*Task to complete*.
Your answer should hold all lines of the entries that include the word "Napoléon".

*** Material provided ***

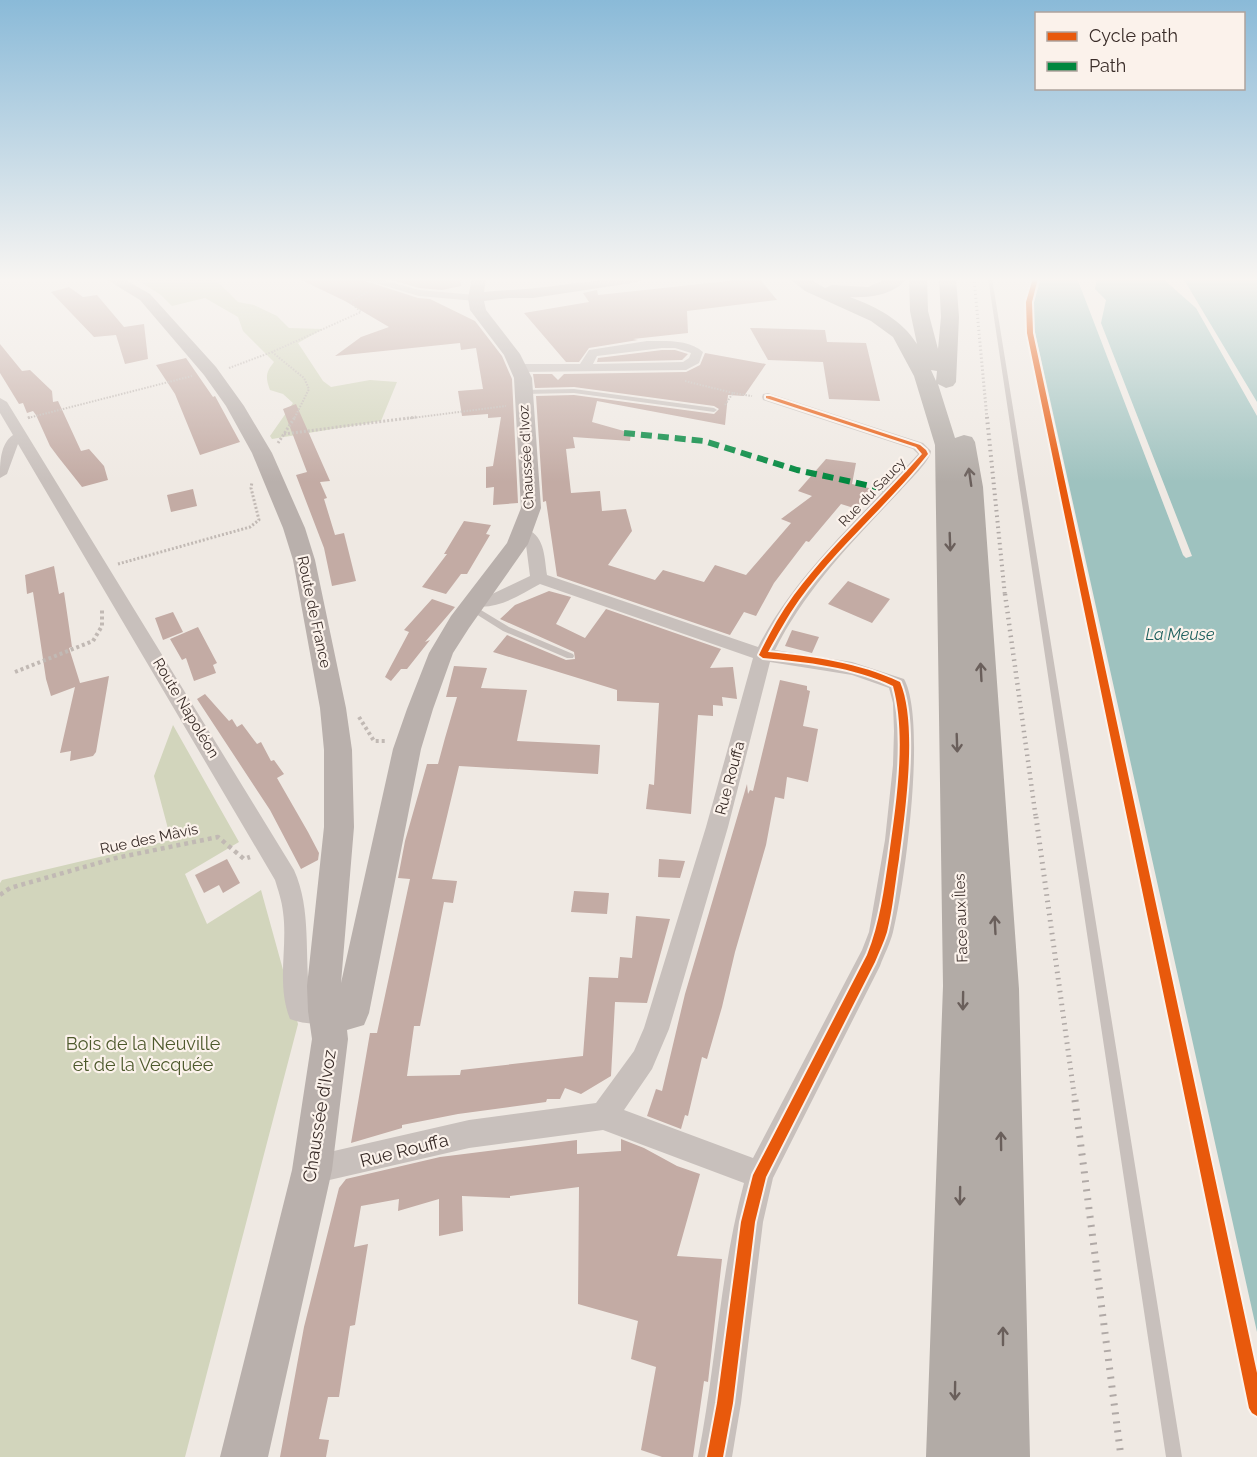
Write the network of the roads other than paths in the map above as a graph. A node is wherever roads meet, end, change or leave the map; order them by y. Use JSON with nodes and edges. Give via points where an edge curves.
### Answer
{"nodes":[{"id":1,"x":188,"y":346,"type":"edge"},
{"id":2,"x":506,"y":346,"type":"edge"},
{"id":3,"x":653,"y":346,"type":"edge"},
{"id":4,"x":684,"y":346,"type":"edge"},
{"id":5,"x":909,"y":346,"type":"edge"},
{"id":6,"x":922,"y":346,"type":"edge"},
{"id":7,"x":928,"y":346,"type":"edge"},
{"id":8,"x":943,"y":346,"type":"edge"},
{"id":9,"x":1001,"y":346,"type":"edge"},
{"id":10,"x":585,"y":367,"type":"junction"},
{"id":11,"x":520,"y":368,"type":"junction"},
{"id":12,"x":935,"y":382,"type":"junction"},
{"id":13,"x":768,"y":397,"type":"dead end"},
{"id":14,"x":523,"y":398,"type":"junction"},
{"id":15,"x":0,"y":402,"type":"edge"},
{"id":16,"x":714,"y":410,"type":"dead end"},
{"id":17,"x":16,"y":430,"type":"junction"},
{"id":18,"x":0,"y":474,"type":"edge"},
{"id":19,"x":523,"y":533,"type":"junction"},
{"id":20,"x":538,"y":578,"type":"junction"},
{"id":21,"x":473,"y":604,"type":"junction"},
{"id":22,"x":570,"y":656,"type":"dead end"},
{"id":23,"x":763,"y":656,"type":"junction"},
{"id":24,"x":325,"y":1011,"type":"junction"},
{"id":25,"x":603,"y":1116,"type":"junction"},
{"id":26,"x":312,"y":1170,"type":"junction"},
{"id":27,"x":760,"y":1175,"type":"junction"},
{"id":28,"x":244,"y":1457,"type":"edge"},
{"id":29,"x":715,"y":1457,"type":"edge"},
{"id":30,"x":953,"y":1457,"type":"edge"},
{"id":31,"x":1003,"y":1457,"type":"edge"},
{"id":32,"x":1174,"y":1457,"type":"edge"}],
"edges":[{"from":1,"to":24,"type":"main road","name":"Route de France","via":[[249,428],[294,528],[304,560],[333,706],[340,786]]},
{"from":2,"to":11,"type":"main road","name":"Chaussée d'Ivoz"},
{"from":3,"to":10,"type":"street","via":[[593,353]]},
{"from":4,"to":10,"type":"street","via":[[697,352],[696,360],[686,366]]},
{"from":5,"to":12,"type":"highway"},
{"from":6,"to":12,"type":"highway"},
{"from":7,"to":12,"type":"highway"},
{"from":8,"to":12,"type":"highway"},
{"from":9,"to":32,"type":"lane"},
{"from":10,"to":11,"type":"street"},
{"from":11,"to":14,"type":"main road","name":"Chaussée d'Ivoz"},
{"from":12,"to":30,"type":"highway","name":"Face aux Îles","one_way":true,"via":[[946,445],[963,986]]},
{"from":31,"to":12,"type":"highway","one_way":true,"via":[[999,988],[971,486],[957,414]]},
{"from":13,"to":23,"type":"street","name":"Rue du Saucy","via":[[918,446],[925,454],[802,588],[772,633]]},
{"from":14,"to":16,"type":"lane","via":[[574,391]]},
{"from":14,"to":19,"type":"main road","name":"Chaussée d'Ivoz","via":[[531,500]]},
{"from":15,"to":17,"type":"street","name":"Route Napoléon"},
{"from":17,"to":18,"type":"street"},
{"from":17,"to":24,"type":"street","name":"Route Napoléon","via":[[286,877],[295,913],[294,968],[299,1010]]},
{"from":19,"to":20,"type":"street","via":[[533,538]]},
{"from":19,"to":21,"type":"main road","name":"Chaussée d'Ivoz"},
{"from":20,"to":21,"type":"street","via":[[493,601]]},
{"from":20,"to":23,"type":"street"},
{"from":21,"to":22,"type":"lane","via":[[486,620],[510,633]]},
{"from":21,"to":24,"type":"main road","name":"Chaussée d'Ivoz","via":[[441,653],[410,741],[352,1012]]},
{"from":23,"to":25,"type":"street","name":"Rue Rouffa","via":[[657,1029],[643,1060]]},
{"from":23,"to":27,"type":"street","via":[[886,677],[897,684],[904,705],[899,806],[882,931]]},
{"from":24,"to":26,"type":"main road","name":"Chaussée d'Ivoz","via":[[330,1039]]},
{"from":25,"to":26,"type":"street","name":"Rue Rouffa","via":[[469,1134]]},
{"from":25,"to":27,"type":"street","name":"Rue Rouffa"},
{"from":26,"to":28,"type":"main road","name":"Chaussée d'Ivoz"},
{"from":27,"to":29,"type":"street","via":[[748,1222]]}]}
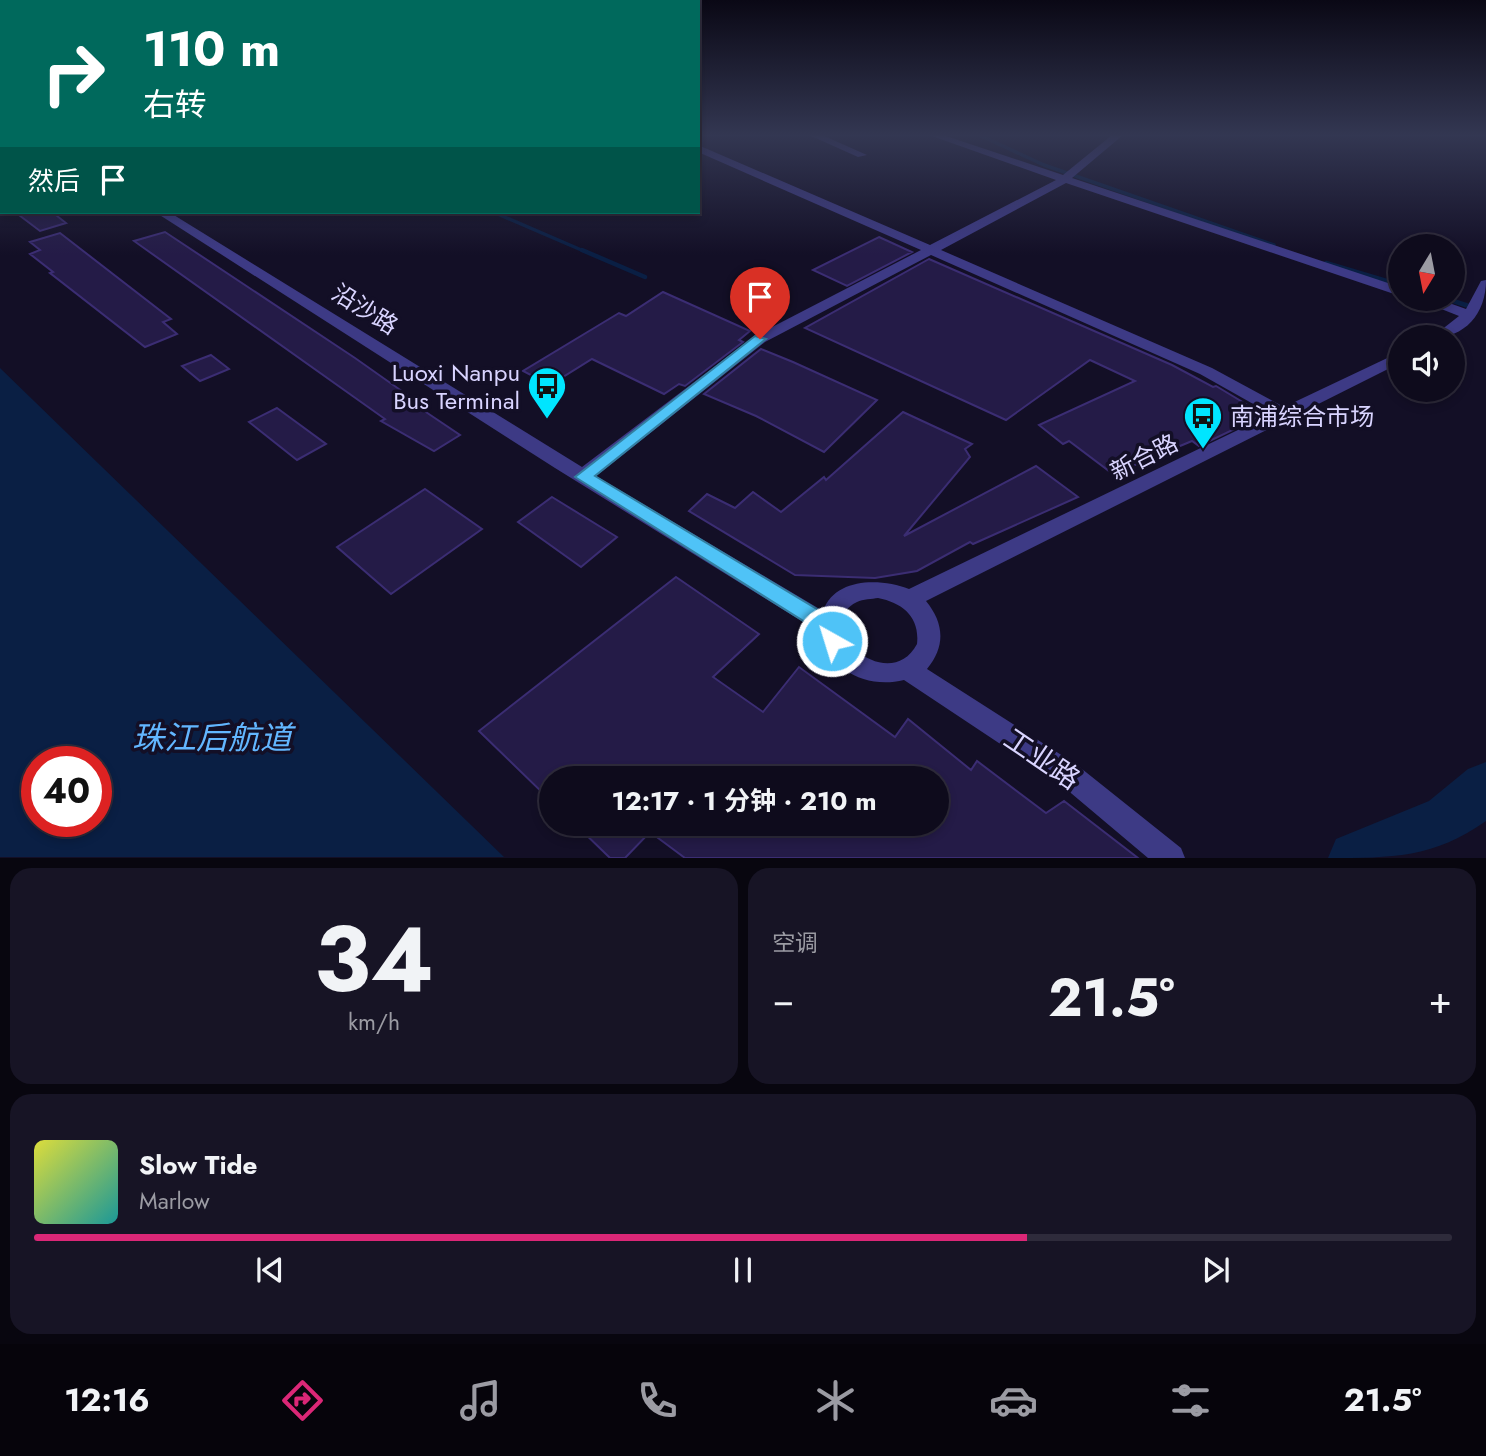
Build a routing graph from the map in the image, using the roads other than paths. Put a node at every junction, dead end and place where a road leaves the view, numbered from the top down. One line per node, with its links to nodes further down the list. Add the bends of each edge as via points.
1 (759, 175): 7 (street)
2 (1065, 175): 3 (street)
3 (1068, 176): 7 (street); 9 (street)
4 (164, 214): 6 (street, 沿沙路)
5 (186, 214): 6 (street)
6 (178, 225): 15 (street, 沿沙路)
7 (928, 250): 14 (street, via 1206,371); 15 (street, via 760,339)
8 (1486, 284): 11 (street)
9 (1388, 288)
10 (1465, 308): 11 (street)
11 (1473, 310): 12 (street)
12 (1454, 325)
13 (1388, 363): 14 (street, 新合路)
14 (1284, 414): 16 (street, 新合路)
15 (583, 477): 17 (street, 沿沙路)
16 (909, 599): 17 (street, via 893,592 849,594 835,606); 18 (street, via 928,621 931,634 925,654)
17 (828, 626): 18 (street, via 841,654 855,665 872,672)
18 (907, 669): 19 (street, 工业路, via 1068,774)
19 (1161, 848)

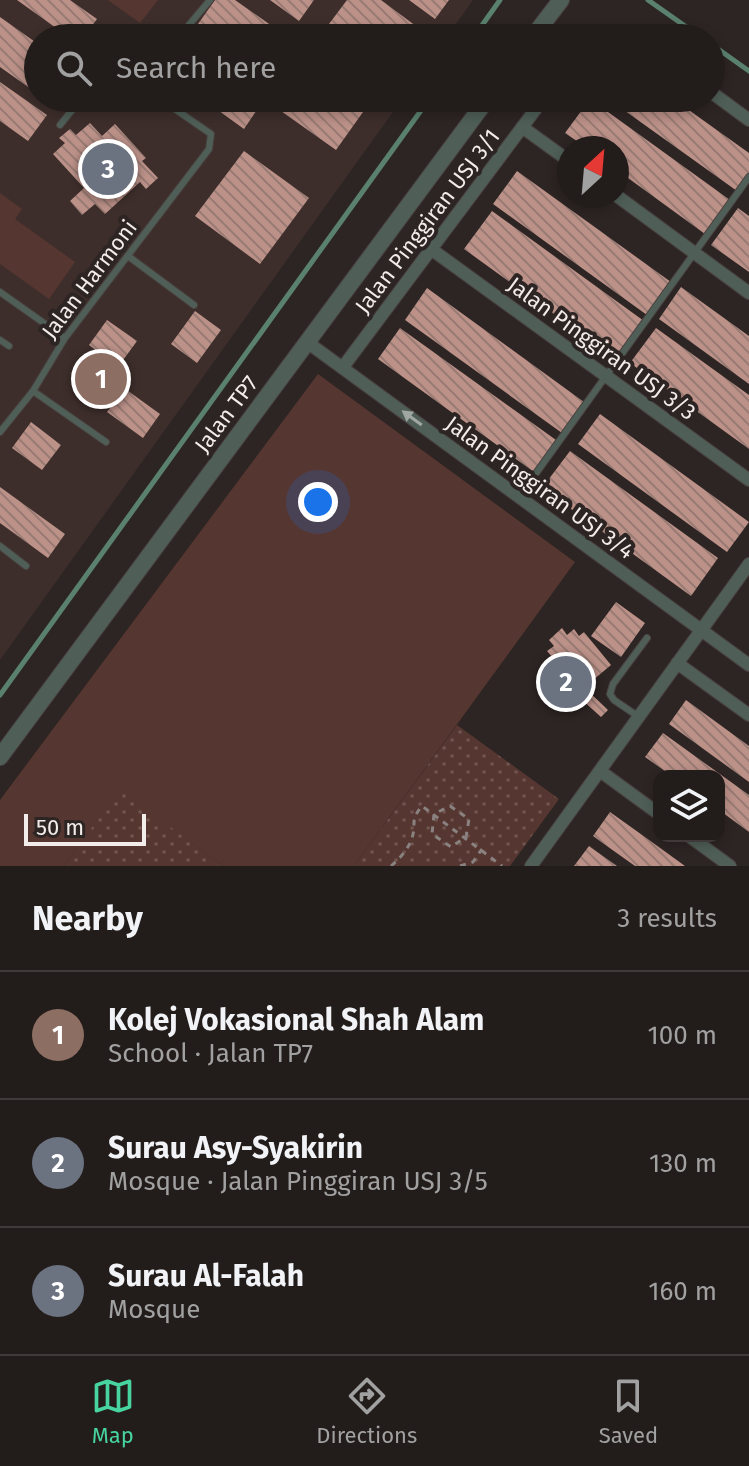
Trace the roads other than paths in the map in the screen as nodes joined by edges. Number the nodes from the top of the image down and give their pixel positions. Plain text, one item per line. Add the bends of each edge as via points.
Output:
1 (210, 0) edge
2 (561, 0) edge
3 (190, 24) edge
4 (543, 24) edge
5 (725, 102) edge
6 (71, 112) edge
7 (179, 112) edge
8 (478, 112) edge
9 (533, 112) edge
10 (749, 120) edge
11 (60, 125) dead end
12 (522, 127) junction
13 (557, 152) edge
14 (749, 177) edge
15 (629, 205) edge
16 (431, 249) junction
17 (695, 253) junction
18 (128, 256) junction
19 (0, 292) edge
20 (749, 293) edge
21 (194, 305) dead end
22 (65, 338) junction
23 (0, 340) edge
24 (307, 342) junction
25 (9, 346) dead end
26 (343, 367) junction
27 (607, 376) junction
28 (33, 391) junction
29 (0, 432) edge
30 (106, 442) dead end
31 (749, 480) edge
32 (519, 497) junction
33 (0, 546) edge
34 (749, 564) edge
35 (26, 566) dead end
36 (701, 630) junction
37 (647, 638) dead end
38 (677, 663) junction
39 (749, 665) edge
40 (749, 715) edge
41 (639, 717) junction
42 (0, 757) edge
43 (600, 771) junction
44 (653, 810) edge
45 (697, 842) edge
46 (531, 866) edge
47 (730, 866) edge

1 - 3 lane
2 - 4 street
5 - 10 street
6 - 11 lane
7 - 18 lane, Jalan Harmoni via 211,134 209,149
8 - 24 street, Jalan TP7
9 - 12 street, Jalan Pinggiran USJ 3/1
12 - 13 street
12 - 16 street, Jalan Pinggiran USJ 3/1
14 - 17 lane
15 - 17 street
16 - 26 street, Jalan Pinggiran USJ 3/1
16 - 27 street, Jalan Pinggiran USJ 3/3
17 - 20 street
17 - 27 lane
18 - 21 lane
18 - 22 lane, Jalan Harmoni
19 - 22 lane
22 - 28 lane, Jalan Harmoni
23 - 25 lane
24 - 26 street, Jalan Pinggiran USJ 3/4
24 - 42 street, Jalan TP7
32 -> 26 street, Jalan Pinggiran USJ 3/4
27 - 31 street, Jalan Pinggiran USJ 3/3
27 - 32 lane
28 - 29 lane, Jalan Harmoni
28 - 30 lane
32 - 36 street, Jalan Pinggiran USJ 3/4
33 - 35 lane
34 - 36 street
36 - 38 street
36 - 39 street, Jalan Pinggiran USJ 3/4
37 - 41 lane via 610,694
38 - 40 street
38 - 41 street
41 - 43 street
43 - 44 street
43 - 46 street
45 - 47 street

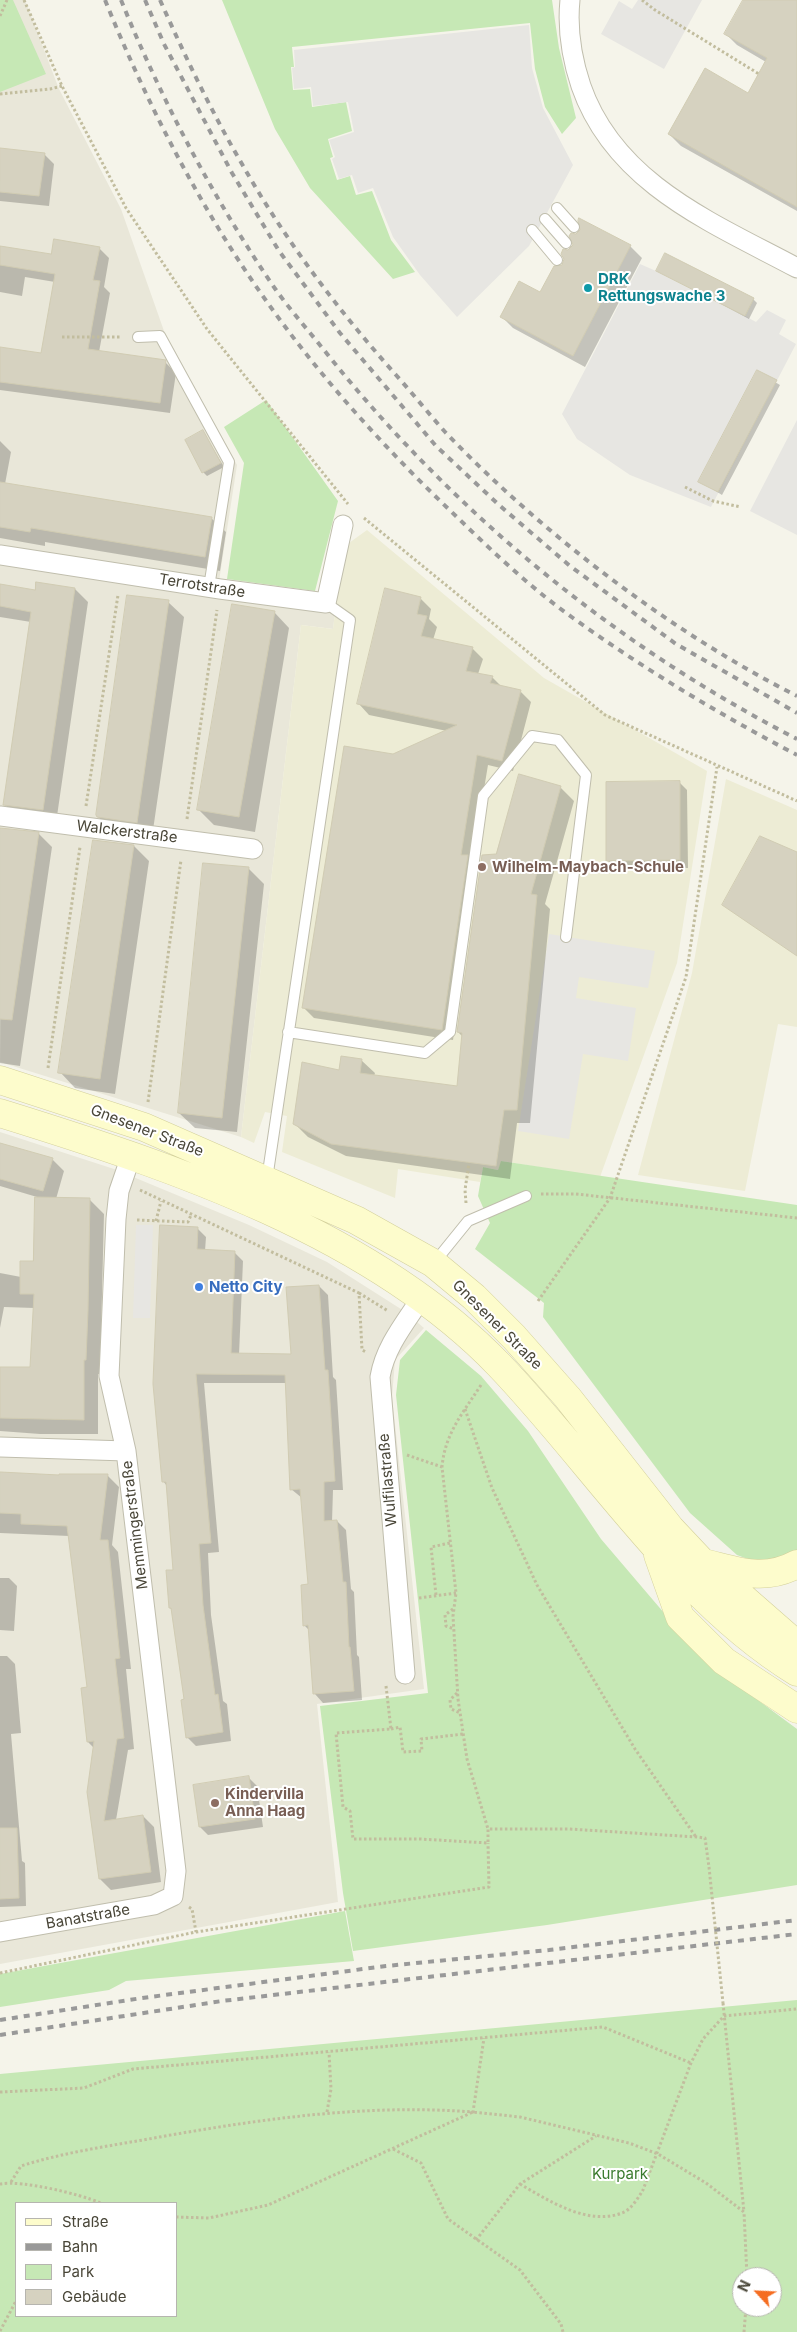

*** End of Material provided ***

*Response to this exercise*.
{"from":15,"to":17,"type":"street","name":"Route Napoléon"},
{"from":17,"to":24,"type":"street","name":"Route Napoléon","via":[[286,877],[295,913],[294,968],[299,1010]]},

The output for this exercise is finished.